Context-Inappropriate Capability

Medium
Confidence
91% confidence
Finding
The documented `ScriptEngine.Execute(string script)` pattern compiles and immediately invokes attacker-controlled C# code with no sandboxing, policy checks, or trust boundary controls. In the context of a skill explicitly about dynamic compilation and private-member access, this normalizes a ready-to-copy remote code execution primitive that could be embedded into applications handling untrusted input.

Missing User Warnings

Medium
Confidence
97% confidence
Finding
The document explicitly instructs users to disable C# accessibility checks with `IgnoreAccessibility` and use `ToAccessPrivateTree` to access private/internal members. Even though this appears educational and performance/testing-oriented, it normalizes and operationalizes encapsulation bypass, which can expose secrets, violate library security boundaries, and enable unauthorized state manipulation when used in production or on untrusted targets.

Missing User Warnings

Medium
Confidence
95% confidence
Finding
This section explicitly teaches how to bypass normal encapsulation and access private members via dynamic compilation, including use of IgnoreAccessibility and private-access rewriting, but provides no warning, restrictions, or safe-use guidance. In a runtime code-generation skill, this materially increases the risk of abuse for data exfiltration, security-boundary erosion inside the application, and misuse against secrets or internal state.

Missing User Warnings

Medium
Confidence
94% confidence
Finding
The documentation explicitly presents loading and executing user-provided code at runtime with no warning about trust boundaries, code execution risk, or isolation requirements.
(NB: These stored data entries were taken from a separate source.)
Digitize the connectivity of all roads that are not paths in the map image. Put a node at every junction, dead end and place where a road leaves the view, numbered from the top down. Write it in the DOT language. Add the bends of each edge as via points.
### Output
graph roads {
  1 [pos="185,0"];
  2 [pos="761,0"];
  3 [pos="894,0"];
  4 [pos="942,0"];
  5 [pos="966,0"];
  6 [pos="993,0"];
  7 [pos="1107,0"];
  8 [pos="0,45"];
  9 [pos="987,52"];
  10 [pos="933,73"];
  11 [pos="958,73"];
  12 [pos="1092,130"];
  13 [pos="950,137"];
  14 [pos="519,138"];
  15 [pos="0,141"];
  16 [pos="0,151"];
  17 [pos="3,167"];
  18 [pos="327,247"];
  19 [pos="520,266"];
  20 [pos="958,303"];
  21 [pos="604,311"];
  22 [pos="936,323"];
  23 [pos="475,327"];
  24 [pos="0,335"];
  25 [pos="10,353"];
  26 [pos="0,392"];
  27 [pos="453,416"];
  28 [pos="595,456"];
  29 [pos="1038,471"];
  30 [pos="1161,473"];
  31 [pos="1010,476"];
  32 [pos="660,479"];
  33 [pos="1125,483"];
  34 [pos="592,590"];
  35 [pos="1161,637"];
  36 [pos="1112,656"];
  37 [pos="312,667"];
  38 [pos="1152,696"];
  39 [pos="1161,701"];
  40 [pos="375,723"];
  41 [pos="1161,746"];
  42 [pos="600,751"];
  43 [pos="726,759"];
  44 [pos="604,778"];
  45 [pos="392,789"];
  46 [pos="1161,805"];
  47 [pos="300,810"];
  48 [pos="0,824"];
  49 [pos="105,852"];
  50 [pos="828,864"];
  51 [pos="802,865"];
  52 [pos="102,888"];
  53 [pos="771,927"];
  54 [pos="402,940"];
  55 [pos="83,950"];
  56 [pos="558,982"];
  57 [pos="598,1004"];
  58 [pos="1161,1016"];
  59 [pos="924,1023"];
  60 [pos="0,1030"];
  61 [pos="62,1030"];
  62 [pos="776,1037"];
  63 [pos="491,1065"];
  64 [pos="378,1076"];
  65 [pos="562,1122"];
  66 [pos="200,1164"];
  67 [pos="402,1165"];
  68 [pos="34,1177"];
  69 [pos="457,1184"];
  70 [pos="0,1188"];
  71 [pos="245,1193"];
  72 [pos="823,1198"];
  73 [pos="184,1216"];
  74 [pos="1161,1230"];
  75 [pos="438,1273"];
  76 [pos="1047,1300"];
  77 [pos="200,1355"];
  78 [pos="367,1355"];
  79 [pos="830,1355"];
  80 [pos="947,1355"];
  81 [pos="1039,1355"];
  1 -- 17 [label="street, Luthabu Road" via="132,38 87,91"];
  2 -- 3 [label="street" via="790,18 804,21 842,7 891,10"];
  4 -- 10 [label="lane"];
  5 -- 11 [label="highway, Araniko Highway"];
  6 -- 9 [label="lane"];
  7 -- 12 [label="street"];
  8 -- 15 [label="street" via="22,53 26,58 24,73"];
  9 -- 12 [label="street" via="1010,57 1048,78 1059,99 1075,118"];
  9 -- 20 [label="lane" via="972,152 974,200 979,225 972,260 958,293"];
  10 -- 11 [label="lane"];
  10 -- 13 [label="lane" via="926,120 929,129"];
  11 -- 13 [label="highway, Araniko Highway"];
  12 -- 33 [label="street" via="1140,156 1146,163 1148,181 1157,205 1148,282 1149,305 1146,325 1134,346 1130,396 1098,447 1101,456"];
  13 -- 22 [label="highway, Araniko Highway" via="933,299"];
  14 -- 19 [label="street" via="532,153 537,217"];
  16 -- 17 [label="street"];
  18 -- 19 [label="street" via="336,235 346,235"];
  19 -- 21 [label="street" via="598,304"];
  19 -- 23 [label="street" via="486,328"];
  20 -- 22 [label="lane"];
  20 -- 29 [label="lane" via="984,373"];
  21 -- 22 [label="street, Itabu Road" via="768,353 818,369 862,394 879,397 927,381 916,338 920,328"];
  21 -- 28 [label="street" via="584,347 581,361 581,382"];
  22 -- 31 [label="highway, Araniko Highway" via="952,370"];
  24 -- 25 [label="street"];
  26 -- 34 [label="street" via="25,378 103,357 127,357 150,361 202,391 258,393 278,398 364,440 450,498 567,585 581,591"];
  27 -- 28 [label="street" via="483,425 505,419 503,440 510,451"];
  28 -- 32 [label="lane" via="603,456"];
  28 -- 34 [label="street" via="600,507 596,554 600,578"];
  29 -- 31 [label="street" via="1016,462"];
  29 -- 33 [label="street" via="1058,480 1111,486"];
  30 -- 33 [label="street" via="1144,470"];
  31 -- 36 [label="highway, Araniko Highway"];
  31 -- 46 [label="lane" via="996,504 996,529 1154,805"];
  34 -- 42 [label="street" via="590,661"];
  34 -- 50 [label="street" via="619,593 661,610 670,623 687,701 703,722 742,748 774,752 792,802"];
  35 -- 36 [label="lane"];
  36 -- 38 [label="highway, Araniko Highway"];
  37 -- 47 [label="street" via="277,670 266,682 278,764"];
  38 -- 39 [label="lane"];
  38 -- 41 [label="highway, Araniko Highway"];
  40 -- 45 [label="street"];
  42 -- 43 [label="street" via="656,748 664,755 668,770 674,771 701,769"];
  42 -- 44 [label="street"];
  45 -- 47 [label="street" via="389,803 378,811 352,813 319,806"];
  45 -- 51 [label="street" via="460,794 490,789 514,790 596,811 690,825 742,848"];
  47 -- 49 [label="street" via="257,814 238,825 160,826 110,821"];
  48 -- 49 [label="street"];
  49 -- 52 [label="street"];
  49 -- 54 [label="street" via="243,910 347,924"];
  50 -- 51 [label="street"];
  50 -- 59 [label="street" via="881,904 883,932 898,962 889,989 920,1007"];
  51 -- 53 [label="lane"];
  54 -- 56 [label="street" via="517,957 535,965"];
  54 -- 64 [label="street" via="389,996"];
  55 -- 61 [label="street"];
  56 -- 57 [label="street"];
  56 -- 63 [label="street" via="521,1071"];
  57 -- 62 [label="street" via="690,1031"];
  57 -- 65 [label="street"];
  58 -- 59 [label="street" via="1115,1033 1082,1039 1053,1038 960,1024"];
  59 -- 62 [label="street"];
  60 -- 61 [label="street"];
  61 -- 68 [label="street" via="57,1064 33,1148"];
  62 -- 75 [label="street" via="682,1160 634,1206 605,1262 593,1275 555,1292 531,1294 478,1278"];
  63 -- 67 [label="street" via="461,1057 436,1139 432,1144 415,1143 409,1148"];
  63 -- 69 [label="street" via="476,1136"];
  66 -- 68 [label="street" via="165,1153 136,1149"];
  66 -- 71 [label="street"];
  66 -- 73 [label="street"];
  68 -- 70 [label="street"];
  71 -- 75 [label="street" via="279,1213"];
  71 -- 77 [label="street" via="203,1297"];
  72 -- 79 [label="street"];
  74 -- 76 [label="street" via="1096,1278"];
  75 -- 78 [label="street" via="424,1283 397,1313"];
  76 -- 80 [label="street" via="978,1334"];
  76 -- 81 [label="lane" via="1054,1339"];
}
In a skill centered on dynamic C# compilation, this is especially dangerous because users are likely to copy the pattern directly, turning untrusted input into arbitrary code execution within the application process.

Missing User Warnings

Medium
Confidence
91% confidence
Finding
The section normalizes accessing private members for performance optimization without warning that this bypasses encapsulation and can expose secrets or internal state that was intentionally hidden. In the Natasha context, the example even uses compiler options to ignore accessibility, which can materially increase the chance of sensitive-data access or integrity violations if reused in production code.

Missing User Warnings

Medium
Confidence
96% confidence
Finding
This pattern describes reading logic from files and dynamically compiling/executing it, but provides no warning that file contents are executable code and therefore a direct arbitrary-code-execution boundary. Because the source is the filesystem, attackers may be able to influence plugin directories through upload paths, shared storage, supply-chain compromise, or local footholds, making this especially dangerous in a runtime-compilation skill.

Missing User Warnings

Medium
Confidence
93% confidence
Finding
This documentation explicitly instructs users how to disable normal C# access checks via IgnoreAccessibility and combine it with WithAllMetadata and ToAccessPrivateTree to access private members, and elsewhere also demonstrates AllowUnsafeBlocks. In a skill whose purpose is runtime code generation and private-member access, these examples materially lower barriers to integrity violations, privilege-boundary bypass inside the process, and memory-unsafe behavior if the generated code is applied to untrusted input or sensitive application objects.

Missing User Warnings

Medium
Confidence
95% confidence
Finding
The document provides a concrete example for compiling code that bypasses C# accessibility protections via IgnoreAccessibility and ToAccessPrivateTree, but it does not warn that this defeats encapsulation and can expose secrets or internal state. In a skill specifically about dynamic runtime C# generation, this guidance materially increases the chance that consumers will adopt unsafe reflection-like access patterns in production code.

VirusTotal

65/65 vendors flagged this skill as clean.